Data extracted from a collection
[Start of Attachment]
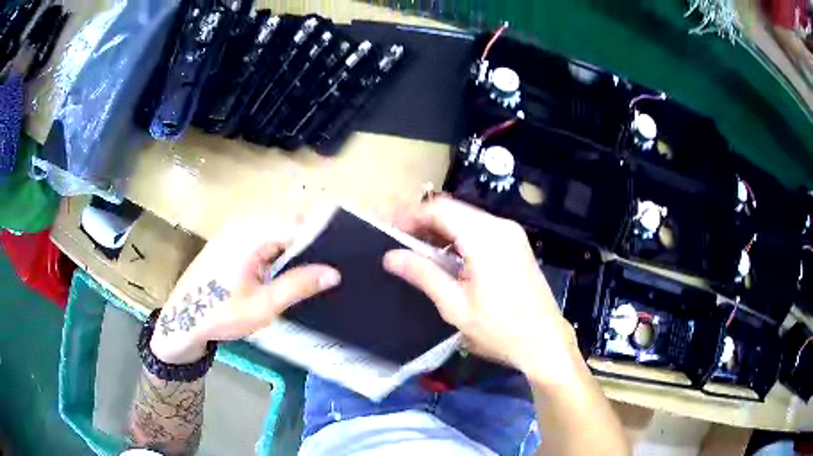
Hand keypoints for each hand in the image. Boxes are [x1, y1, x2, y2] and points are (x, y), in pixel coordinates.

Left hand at [150, 217, 340, 364]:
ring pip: (280, 225)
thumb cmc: (221, 313)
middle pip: (291, 220)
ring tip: (320, 265)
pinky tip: (292, 265)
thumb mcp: (262, 306)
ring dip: (299, 242)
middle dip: (315, 238)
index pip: (301, 224)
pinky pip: (267, 232)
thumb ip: (298, 285)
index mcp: (253, 233)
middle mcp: (246, 221)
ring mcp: (238, 227)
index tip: (347, 254)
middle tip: (335, 264)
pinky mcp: (234, 236)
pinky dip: (283, 244)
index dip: (326, 237)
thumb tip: (335, 272)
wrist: (183, 317)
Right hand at [383, 197, 580, 385]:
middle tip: (400, 244)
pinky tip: (448, 260)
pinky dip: (460, 240)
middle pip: (454, 211)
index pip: (439, 209)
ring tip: (418, 254)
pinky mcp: (516, 245)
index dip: (411, 216)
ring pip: (467, 220)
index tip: (390, 231)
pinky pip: (481, 231)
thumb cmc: (499, 329)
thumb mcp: (455, 305)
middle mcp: (500, 226)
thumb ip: (423, 274)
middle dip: (424, 224)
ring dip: (441, 232)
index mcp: (485, 237)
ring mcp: (512, 234)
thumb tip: (391, 257)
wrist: (544, 342)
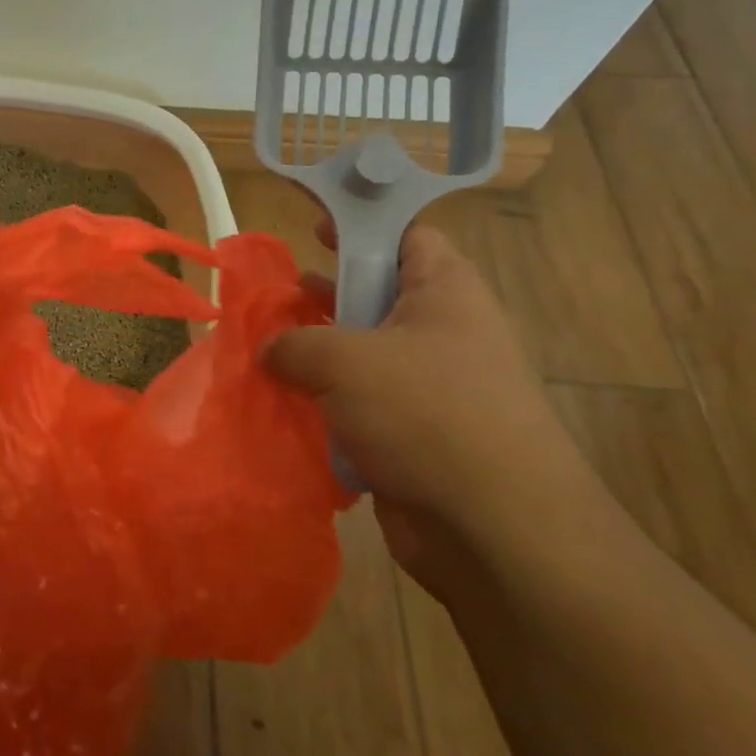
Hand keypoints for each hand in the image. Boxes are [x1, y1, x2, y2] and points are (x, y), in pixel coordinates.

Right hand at [264, 221, 602, 592]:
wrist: (492, 529)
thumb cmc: (427, 415)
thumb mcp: (345, 359)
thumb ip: (294, 343)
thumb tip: (269, 350)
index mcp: (444, 293)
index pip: (407, 236)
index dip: (361, 226)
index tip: (310, 230)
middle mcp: (441, 335)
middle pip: (375, 296)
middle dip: (322, 296)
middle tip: (271, 299)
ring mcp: (428, 390)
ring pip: (360, 357)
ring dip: (314, 357)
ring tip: (262, 355)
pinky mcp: (411, 438)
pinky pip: (357, 407)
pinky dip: (322, 406)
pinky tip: (280, 409)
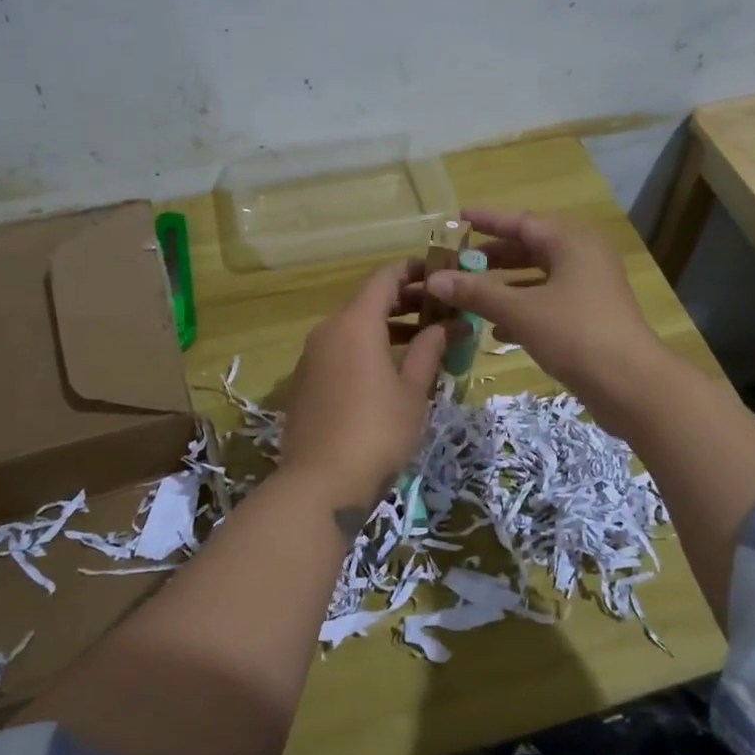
[End of Attachment]
**Your instructions**
In the records above, count the lines holding the word "pinky"; give only that number.

**Task output**
12